Over at the Toon Town gate, the lighting department of Toon Studio have done an equally fantastic job, illuminating all of the multi-coloured buildings and even several parts of the Toon Town hills. Notice that the “Toon Town” lettering is fully illuminated for a very professional effect, and entire forced perspective design of this “street” seems much more convincing. The icing on the Toons’ cake would have been a few lights inside the security booth…

From the newly-reopened viewing platform by Flying Carpets Over Agrabah, the land’s countless lighting touches can be seen glowing in the distance. There aren’t actually any blazing spotlights here at all – just subtle lighting such as the many customised neons of Cars Quatre Roues Rallye – it’s green tower and red glowing logo standing out in particular.

When or if the Studios ever welcomes enough visitors and extra attractions to warrant a late-night opening, the Imagineers have prepared Toon Studio – and the entire park – with more than enough beautiful sights to keep them there until the gates close.

» You can see an excellent video giving a walk around the nighttime illuminated Toon Studio over at our partner site magicblog, along with several extra photographs. Click here.

All photos by Photos Magiques.

Wednesday, 20th June 2007

Toon Studio Press Event: Inauguration Ceremony

As with all attraction openings, there are two press events. The smaller, low-key public opening ceremony (already featured here) and the far grander, more show-y official inauguration ceremony reserved for press and invited guests. The last ceremony we saw like this at Walt Disney Studios, though, was…. well, 2002 perhaps?

The tendancy of the past five years to push Walt Disney Studios aside in favour of Disneyland Park has well and truly ended. There’s a lot of proud people within those Studio gates these days…

Guests enter via the open studio gates, a very rare sight!

Entering the second gate through its unique grand arch, guests were welcomed by the Ciné Classics band, as seen on regular occasions inside Disney Studio 1 and more recently even as a pre-show for CinéMagique. Notice that the 15th Anniversary banners from Disneyland Park’s entrance have now made their way to the Studios, as it finally joins the celebrations.

Ciné Classics band entertain on Front Lot before High School Musical begins.

Following this musical welcome, a special performance of High School Musical On Tour was presented just outside the entrance of Disney Studio 1 (more on this here), as this new summer show was a key additional feature in all of the resort’s communication and press material for the event, along with Ratatouille.

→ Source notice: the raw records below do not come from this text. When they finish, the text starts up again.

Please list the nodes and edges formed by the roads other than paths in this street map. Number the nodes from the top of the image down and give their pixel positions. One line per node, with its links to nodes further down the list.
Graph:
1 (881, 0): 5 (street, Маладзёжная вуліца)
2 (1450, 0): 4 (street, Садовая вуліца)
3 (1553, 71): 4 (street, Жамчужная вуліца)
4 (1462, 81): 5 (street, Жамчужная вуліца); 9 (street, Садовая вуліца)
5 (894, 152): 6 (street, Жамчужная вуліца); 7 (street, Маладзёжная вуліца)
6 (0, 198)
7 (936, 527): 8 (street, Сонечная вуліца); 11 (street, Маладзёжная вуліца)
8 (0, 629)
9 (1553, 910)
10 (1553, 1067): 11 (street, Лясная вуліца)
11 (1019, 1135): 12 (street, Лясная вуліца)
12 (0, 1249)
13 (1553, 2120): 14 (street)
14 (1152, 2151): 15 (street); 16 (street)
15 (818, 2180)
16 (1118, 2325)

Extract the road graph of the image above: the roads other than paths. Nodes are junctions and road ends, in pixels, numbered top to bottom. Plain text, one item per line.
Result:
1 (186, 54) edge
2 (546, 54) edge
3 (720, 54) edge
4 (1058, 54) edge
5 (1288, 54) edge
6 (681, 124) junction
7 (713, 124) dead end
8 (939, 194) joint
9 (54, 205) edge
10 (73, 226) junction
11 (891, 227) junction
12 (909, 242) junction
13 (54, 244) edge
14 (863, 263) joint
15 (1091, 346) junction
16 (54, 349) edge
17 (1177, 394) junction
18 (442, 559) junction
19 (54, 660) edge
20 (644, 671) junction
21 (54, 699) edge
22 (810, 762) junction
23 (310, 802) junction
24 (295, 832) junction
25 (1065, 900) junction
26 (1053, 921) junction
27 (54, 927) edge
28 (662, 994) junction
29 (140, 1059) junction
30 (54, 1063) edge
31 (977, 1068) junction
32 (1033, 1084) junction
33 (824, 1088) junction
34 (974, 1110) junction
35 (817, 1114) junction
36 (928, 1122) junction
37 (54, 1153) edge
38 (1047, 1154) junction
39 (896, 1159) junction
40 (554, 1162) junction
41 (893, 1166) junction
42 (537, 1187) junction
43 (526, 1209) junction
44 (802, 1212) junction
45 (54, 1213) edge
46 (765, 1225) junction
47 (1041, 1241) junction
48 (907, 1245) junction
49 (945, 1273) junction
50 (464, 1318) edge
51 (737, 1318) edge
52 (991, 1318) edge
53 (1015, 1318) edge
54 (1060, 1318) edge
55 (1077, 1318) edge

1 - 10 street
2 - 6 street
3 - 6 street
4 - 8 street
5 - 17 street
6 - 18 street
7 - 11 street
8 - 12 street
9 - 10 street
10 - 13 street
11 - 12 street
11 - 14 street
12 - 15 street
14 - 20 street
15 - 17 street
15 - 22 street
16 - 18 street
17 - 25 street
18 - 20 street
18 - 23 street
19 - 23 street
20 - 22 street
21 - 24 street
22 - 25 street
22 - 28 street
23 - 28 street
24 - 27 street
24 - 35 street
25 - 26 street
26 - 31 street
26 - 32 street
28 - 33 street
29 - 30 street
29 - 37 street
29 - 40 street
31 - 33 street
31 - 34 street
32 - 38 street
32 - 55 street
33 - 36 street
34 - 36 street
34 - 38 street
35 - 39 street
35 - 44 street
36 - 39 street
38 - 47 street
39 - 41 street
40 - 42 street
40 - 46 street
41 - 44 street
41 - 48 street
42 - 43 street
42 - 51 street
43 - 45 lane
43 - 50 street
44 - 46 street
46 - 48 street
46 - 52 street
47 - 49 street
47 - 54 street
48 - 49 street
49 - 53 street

Red carpet leads through Disney Studio 1.

The red carpet began in Disney Studio 1, leading right up toward the exit doors and to the entrance of Toon Studio, where Disney fans amongst the invited guests were met with an exciting photo opportunity…

5 Years on, Director Mickey finally gets behind a camera.

To the side of the temporary Toon Studio gate installed several days ago, Mickey Mouse sat high on a crane camera with a live director, and even moved from side to side as he “filmed” the action of the grand opening event for his new animation studio. The image of Mickey atop this camera crane might be familiar to anyone who followed the Studios’ grand opening, since a similar photo from Disney-MGM Studios Florida was frequently used as one of those deceptive preview shots – it only took five years for the real moment to arrive!

Ciné Folies stars help to prepare the set.

If you take a look at the video featured later in this article, you’ll probably notice something a little different about Mickey’s voice. No, not that he’s speaking French (the first time in a while – all the 15th events unveiled in April feature an All-American Mickey), but that his voice was apparently performed live! Since he called the make-up artist, special effects crew to the stage and joined the ceremony at various other points from his elevated spot, letting Mickey pre-record his track and sync this with live events might have been a bit risky.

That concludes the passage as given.